Measurement scholar Samuel Messick,1 defines validity as “an integrated evaluative judgment of the degree to which empirical evidence and theoretical rationales support the adequacy and appropriateness of inferences and actions based on test scores… ” (p. 13). Messick's definition of validity differed from those of previous validity theorists in that he acknowledged that test scores often affect social policy and thus argued social consequences should be examined. Messick referred to this form of validity as “consequential validity.” Shepard2,3 further clarified social consequences to include both the positive/negative and intended/unintended consequences that may result from score-based inferences. The purpose of this article is to discuss consequential validity as it pertains to American Board of Family Medicine (ABFM) examinations.
To date, the ABFM has published numerous articles4⇓⇓⇓⇓⇓–10 that evidence the adequacy and appropriateness of inferences based on examination scores. Many of these articles are validity studies that involve rigorous data analyses with state-of-the-art psychometric methods, whereas others advocate responsible score reporting and interpretation. Given that Messick's1 framework for validity also includes the social consequences that may result from score inferences, it is important to address this aspect of validity as well. Unlike other indicators of validity, consequential validity has less to do with data analysis and more to do with making inferences. Thus, the extent to which ABFM examination scores are appropriately interpreted and used depends largely on others. Our intention is to clarify some key inferences that should and should not be made about ABFM examination score results.

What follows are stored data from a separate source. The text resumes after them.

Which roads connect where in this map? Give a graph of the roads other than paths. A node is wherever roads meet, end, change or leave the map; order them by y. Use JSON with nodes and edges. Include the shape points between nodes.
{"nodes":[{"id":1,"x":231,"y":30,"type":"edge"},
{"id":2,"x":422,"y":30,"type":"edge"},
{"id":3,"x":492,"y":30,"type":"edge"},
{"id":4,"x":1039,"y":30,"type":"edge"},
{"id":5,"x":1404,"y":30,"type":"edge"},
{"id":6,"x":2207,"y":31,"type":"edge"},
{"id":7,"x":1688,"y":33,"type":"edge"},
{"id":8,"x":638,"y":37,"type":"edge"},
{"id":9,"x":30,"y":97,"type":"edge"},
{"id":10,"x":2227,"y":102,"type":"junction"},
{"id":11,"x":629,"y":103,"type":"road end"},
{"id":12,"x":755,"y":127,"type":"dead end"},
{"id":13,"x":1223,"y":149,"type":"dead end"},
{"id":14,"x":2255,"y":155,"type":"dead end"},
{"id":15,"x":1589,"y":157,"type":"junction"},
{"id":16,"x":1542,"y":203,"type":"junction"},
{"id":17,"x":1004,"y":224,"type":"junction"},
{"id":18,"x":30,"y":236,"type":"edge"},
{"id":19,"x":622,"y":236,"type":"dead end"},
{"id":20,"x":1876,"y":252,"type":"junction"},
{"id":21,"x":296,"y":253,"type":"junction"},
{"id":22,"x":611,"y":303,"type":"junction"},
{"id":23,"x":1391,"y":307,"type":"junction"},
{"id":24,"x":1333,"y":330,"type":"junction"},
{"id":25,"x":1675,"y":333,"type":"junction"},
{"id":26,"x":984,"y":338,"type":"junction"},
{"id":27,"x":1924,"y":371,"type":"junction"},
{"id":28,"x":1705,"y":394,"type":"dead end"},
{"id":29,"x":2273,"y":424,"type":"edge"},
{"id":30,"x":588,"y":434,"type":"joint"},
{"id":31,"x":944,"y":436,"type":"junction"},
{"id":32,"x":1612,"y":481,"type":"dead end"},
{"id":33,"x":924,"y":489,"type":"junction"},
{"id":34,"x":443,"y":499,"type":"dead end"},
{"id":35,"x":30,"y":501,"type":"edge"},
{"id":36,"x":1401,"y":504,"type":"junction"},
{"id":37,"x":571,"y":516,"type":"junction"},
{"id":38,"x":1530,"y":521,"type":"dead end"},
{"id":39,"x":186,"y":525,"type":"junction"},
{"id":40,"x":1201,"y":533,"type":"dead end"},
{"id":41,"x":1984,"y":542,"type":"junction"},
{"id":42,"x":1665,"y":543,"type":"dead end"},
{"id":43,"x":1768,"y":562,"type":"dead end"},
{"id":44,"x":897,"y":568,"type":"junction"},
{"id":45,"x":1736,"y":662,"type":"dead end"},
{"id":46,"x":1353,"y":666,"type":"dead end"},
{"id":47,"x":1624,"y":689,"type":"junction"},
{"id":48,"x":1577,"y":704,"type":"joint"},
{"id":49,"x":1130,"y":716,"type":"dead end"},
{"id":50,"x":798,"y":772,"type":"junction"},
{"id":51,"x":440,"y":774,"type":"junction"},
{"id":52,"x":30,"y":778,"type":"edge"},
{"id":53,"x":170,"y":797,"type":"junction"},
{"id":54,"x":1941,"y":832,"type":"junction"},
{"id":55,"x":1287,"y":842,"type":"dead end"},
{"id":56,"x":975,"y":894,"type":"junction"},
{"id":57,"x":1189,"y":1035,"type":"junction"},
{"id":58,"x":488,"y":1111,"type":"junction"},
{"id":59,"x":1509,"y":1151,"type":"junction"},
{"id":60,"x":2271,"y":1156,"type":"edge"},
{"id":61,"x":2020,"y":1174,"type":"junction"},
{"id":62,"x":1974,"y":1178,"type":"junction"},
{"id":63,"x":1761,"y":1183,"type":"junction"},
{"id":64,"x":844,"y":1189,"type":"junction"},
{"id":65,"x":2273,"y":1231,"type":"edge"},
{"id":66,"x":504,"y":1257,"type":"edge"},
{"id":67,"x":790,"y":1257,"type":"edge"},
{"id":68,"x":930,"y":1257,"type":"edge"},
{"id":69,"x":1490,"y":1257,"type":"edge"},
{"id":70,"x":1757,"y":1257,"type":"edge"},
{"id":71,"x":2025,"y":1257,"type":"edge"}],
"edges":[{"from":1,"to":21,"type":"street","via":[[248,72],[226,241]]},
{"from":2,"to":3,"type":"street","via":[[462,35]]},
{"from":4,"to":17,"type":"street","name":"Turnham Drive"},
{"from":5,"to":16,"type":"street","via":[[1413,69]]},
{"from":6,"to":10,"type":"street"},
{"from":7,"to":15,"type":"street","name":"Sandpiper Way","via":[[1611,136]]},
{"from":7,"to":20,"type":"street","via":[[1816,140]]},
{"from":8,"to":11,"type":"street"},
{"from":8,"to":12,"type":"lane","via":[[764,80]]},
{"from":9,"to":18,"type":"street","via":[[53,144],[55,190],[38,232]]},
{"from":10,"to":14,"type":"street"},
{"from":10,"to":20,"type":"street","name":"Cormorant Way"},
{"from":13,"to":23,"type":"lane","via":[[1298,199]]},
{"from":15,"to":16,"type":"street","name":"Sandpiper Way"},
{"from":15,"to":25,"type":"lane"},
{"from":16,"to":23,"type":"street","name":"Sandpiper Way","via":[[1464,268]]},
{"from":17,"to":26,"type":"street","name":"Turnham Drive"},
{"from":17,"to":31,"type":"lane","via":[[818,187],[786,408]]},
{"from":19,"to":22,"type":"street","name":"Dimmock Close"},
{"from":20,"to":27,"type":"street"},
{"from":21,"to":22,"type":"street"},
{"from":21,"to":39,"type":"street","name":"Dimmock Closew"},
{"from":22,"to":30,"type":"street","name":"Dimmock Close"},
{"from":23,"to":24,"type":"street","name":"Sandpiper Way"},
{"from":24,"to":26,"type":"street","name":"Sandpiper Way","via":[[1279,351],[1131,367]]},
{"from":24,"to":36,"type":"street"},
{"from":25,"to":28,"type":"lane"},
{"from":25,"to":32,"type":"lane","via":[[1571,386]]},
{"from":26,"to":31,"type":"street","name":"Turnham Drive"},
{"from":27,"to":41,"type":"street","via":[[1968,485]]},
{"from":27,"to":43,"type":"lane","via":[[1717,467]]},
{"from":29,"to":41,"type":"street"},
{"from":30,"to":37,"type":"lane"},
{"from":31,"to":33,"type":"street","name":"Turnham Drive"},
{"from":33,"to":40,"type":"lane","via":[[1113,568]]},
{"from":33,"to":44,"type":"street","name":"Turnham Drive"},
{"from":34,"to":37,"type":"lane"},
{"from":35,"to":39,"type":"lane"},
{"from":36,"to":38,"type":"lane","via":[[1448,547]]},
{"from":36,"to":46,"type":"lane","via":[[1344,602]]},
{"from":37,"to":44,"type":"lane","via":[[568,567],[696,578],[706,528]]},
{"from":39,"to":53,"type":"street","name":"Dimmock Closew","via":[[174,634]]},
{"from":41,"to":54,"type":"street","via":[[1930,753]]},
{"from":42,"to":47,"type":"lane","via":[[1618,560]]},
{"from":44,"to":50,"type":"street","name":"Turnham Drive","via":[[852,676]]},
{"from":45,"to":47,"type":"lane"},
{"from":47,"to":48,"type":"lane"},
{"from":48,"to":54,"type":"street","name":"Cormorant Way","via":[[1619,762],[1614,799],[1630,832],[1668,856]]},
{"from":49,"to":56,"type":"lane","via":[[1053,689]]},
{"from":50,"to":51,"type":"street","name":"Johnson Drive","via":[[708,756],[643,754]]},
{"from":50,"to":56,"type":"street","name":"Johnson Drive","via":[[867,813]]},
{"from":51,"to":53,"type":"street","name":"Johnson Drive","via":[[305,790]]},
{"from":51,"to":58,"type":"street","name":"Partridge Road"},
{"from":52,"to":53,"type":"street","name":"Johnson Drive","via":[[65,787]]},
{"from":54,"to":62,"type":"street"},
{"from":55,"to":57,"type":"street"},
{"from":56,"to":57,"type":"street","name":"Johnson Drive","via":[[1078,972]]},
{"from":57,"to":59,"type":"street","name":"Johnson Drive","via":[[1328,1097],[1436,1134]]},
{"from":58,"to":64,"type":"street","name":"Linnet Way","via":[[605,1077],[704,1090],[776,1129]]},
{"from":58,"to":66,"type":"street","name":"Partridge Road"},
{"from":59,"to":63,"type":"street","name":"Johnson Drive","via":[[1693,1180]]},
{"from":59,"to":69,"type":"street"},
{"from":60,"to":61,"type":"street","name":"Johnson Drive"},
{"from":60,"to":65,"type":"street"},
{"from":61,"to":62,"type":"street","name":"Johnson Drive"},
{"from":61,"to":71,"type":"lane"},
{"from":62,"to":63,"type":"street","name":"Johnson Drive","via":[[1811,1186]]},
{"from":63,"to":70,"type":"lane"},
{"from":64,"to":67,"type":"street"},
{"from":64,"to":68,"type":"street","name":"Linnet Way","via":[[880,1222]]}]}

ABFM examinations measure a physician's fund of medical knowledge within the context of the clinical practice of the specialty of family medicine. The examinations do not measure other important aspects of family medicine, such as one's clinical or procedural skills, the ability to communicate with patients, professional attitudes and behaviors, the ability to practice within a system of care, and the ability to learn from the practice of family medicine to continuously improve patient care. Unfortunately, many consumers of ABFM examination score results often make inappropriate inferences about what exactly the scores mean. For example, consumers rightly infer that a passing score conferring certification is a surrogate for quality.11,12 Consumers also rightly infer that a passing score and subsequent certification should facilitate privileges within a hospital setting or credentials within a medical group. Unfortunately, consumers sometimes wrongly infer that a nonpassing score indicates that a physician is not worthy of being certified, and thus by extension, does not or is not capable of providing high-quality care. In addition, some consumers incorrectly infer that a higher examination score is more indicative of a better physician (compared with a physician who has a lower score); it is well understood, however, that multiple factors determine whether a physician is “good.”
It is critical that consumers understand that simply because a physician fails the Maintenance of Certification for Family Physicians (MC-FP) examination does not mean she or he is incapable of providing high-quality care or is incapable of becoming more knowledgeable about the important body of knowledge that defines the specialty of family medicine. Knowledge is fluid; thus everyone has the propensity to become more knowledgeable. In fact, over the years the ABFM staff has heard from hundreds of physicians who initially failed the MC-FP examination and who subsequently developed an improved study plan and passed on their next attempt. Despite the initial stumble, most of these physicians continue to provide quality care to their patients today. Moreover, certification is voluntary. A number of excellent physicians practice family medicine without board certification. Thus, the lack of certification does not imply poor quality; it simply implies the physician has not evidenced his or her knowledge and commitment to continuous improvement by way of a formal certification process.
While fully aware that an examination in and of itself is unable to provide sufficient information about the quality of a physician, the ABFM, along with all American Board of Medical Specialties member boards, adopted a more comprehensive approach to assessing physician performance in 2000. This new paradigm, called Maintenance of Certification, assesses 6 general competencies: professionalism, medical knowledge, communication and interpersonal skills, patient care, systems-based practice, and practice-based learning and improvement. These are assessed by the ABFM within a 4-part construct that (1) assesses professionalism, licensure, and personal conduct; (2) measures the ability of the physician to self-assess and develop a program of life-long learning; (3) assesses by examination cognitive expertise; and (4) assesses the physician's performance in practice and the ability to develop mechanisms to continuously improve quality based on the assessment. We would argue that this expanded approach to physician assessment provides additional information from which appropriate inferences can be made about the quality of care that a physician delivers and has far greater consequential validity within the construct as defined by Messick.1
Conclusion
Empirical data analyses with rigorous research methodologies are critical for providing evidence that an examination is functioning well and measuring the intended construct. The ABFM has produced a considerable body of research that evidences the accuracy and trustworthiness of the score results produced by its examinations. Similarly, the ABFM has continually emphasized that the purpose of the examination is to measure a physician's fund of medical knowledge in clinical family medicine and has emphasized appropriate and responsible score interpretations. Unfortunately, some consumers continue to attach additional meaning to these score results that can affect a physician in unintended ways. To preserve the integrity of the score inferences and their impact on physicians, it is important that all consumers of ABFM examination score results make appropriate and responsible inferences about what exactly the scores mean.
Notes
Conflict of interest: The authors are from the ABFM.